There are no best practices. Here's what actually works.

Tony Guinta·2026-02-21·12 min read

If anyone tells you they have an AI development best practice, they're blowing smoke.

We're all figuring this out in real time, compensating for current limitations, and hoping our approaches don't look ridiculous six months from now. Anyone claiming they've figured out the definitive way to develop with AI is either selling you something or parroting what worked for them once.

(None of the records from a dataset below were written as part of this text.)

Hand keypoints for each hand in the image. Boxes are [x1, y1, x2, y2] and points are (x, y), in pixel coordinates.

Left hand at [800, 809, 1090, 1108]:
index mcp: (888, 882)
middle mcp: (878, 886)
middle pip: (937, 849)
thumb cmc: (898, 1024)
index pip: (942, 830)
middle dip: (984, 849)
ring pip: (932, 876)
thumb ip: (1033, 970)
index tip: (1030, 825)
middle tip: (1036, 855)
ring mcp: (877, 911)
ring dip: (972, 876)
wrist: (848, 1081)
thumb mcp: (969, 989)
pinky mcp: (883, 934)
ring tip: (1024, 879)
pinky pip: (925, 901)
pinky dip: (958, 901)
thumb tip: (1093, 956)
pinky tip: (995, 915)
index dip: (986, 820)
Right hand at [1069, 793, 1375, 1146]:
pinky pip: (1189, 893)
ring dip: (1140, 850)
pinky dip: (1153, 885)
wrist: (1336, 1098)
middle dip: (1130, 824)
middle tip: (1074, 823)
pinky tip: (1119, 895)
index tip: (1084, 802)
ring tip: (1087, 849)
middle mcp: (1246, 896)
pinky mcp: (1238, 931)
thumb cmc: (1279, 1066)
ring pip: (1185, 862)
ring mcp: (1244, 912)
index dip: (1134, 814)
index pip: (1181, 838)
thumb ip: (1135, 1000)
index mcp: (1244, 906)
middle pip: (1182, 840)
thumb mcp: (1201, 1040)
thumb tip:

What I can give you are two concepts I keep coming back to — whether I'm building a greenfield app from scratch or bringing AI-assisted development into a large enterprise codebase:

  1. Context is your job. The agent is only as good as the context you give it. Nobody's going to build that for you.
  2. The agent is an expert across many domains. Treat it like one. The default is to treat it like a code generator — but if you're building a financial application, it understands GAAP well enough to challenge your UI decisions. Building something with legal implications? It can spot liability issues your engineers would miss. If you're only asking it to write code, you're barely scratching the surface.

The field moves fast enough that some of what I describe below will be obsolete by the time you read it. The concepts won't be.

Software Engineering Is Dead

No, it's not. But the role is evolving — and not just for engineers. Everyone involved in product development — product owners, BAs, technical PMs — is part of this shift. More on that in a moment.

For engineers specifically, I hear the pushback already: "I don't want to become a project manager." Good — that's not what this is. Nobody's asking you to write Jira tickets and run standups. What's happening is a technical evolution, not a management one.

Software engineers need to scale up into systems architects — people who design solutions at the system level and direct AI agents to build them. Your job becomes collaborating with an AI agent to produce a detailed technical implementation plan: models and data types, classes and methods, file system layout, unit test scenarios. You're not managing people. You're not writing status reports. You're designing systems and orchestrating agents to construct them. That's more technical than what most engineers do today, not less.

This isn't one-shot coding where you throw a prompt over the wall and hope for the best. This isn't vibe coding. It's structured collaboration — conversation and iteration until the plan is airtight. Then you build.

The technical bar hasn't dropped. You still need to know the majority of what needs to be done — even if you don't know how to do every piece of it. If you don't understand the architecture, the agent will confidently build the wrong thing. The difference is that your primary output is now a spec, not a pull request.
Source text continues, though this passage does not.